— Source data —

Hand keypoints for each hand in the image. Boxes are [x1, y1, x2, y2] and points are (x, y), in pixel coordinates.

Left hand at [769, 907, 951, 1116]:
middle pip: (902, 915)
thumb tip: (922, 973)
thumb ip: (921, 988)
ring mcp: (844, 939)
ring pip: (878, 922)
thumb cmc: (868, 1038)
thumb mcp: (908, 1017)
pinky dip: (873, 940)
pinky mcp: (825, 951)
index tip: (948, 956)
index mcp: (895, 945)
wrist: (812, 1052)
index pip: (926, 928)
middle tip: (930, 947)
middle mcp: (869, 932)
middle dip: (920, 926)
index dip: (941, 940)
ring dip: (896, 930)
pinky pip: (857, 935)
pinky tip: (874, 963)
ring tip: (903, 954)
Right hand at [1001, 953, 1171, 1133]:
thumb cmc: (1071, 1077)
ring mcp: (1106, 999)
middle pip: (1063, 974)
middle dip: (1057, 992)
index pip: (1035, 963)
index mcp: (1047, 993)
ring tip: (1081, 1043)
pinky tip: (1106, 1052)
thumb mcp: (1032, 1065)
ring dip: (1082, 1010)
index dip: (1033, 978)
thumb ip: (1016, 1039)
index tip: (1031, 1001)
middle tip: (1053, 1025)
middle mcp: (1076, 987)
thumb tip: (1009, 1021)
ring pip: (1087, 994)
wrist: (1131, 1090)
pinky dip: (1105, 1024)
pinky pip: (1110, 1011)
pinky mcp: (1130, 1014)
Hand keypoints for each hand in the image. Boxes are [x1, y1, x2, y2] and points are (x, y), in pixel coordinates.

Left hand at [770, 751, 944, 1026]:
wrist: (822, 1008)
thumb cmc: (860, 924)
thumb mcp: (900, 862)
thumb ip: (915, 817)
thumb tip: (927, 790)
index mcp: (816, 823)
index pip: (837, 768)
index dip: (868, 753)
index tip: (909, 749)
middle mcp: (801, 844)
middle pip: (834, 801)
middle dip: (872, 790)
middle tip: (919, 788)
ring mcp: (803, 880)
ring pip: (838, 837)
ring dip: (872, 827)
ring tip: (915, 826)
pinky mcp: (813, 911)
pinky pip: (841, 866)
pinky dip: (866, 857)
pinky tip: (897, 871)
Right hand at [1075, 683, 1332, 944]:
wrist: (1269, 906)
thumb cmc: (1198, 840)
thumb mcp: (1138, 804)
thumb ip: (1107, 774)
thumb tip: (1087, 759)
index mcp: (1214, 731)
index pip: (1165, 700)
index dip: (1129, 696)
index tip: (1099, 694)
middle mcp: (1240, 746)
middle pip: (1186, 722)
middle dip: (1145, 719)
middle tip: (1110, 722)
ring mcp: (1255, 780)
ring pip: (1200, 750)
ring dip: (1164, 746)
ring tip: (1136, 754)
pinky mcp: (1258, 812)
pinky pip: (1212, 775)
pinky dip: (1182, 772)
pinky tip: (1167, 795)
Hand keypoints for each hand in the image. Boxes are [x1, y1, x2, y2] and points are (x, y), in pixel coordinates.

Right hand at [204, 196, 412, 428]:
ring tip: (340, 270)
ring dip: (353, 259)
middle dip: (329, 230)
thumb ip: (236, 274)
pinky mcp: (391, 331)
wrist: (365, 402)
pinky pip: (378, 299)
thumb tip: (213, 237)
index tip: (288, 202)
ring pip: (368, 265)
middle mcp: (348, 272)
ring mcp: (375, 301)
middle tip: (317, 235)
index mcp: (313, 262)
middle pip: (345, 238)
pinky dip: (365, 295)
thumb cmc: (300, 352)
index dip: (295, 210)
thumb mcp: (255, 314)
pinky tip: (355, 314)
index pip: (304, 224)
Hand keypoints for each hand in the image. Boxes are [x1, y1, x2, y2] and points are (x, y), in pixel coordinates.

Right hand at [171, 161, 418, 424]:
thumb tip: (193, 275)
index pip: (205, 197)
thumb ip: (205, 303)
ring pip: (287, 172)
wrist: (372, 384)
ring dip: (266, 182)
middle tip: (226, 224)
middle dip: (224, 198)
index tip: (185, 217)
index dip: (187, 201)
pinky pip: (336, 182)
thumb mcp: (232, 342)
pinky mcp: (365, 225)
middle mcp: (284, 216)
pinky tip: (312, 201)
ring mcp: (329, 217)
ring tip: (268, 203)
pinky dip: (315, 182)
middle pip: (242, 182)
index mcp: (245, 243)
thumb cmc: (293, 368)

— Work required —
The reply should consist solely of the lines of the data, exact, from the opening line through the line with "thumb mcp: (908, 1017)", inclusive.

— Answer section —
Hand keypoints for each hand in the image. Boxes are [x1, y1, x2, y2] and points are (x, y), in pixel coordinates.

Left hand at [769, 907, 951, 1116]:
middle pip: (902, 915)
thumb tip: (922, 973)
thumb ip: (921, 988)
ring mcp: (844, 939)
ring pip: (878, 922)
thumb cmc: (868, 1038)
thumb mcp: (908, 1017)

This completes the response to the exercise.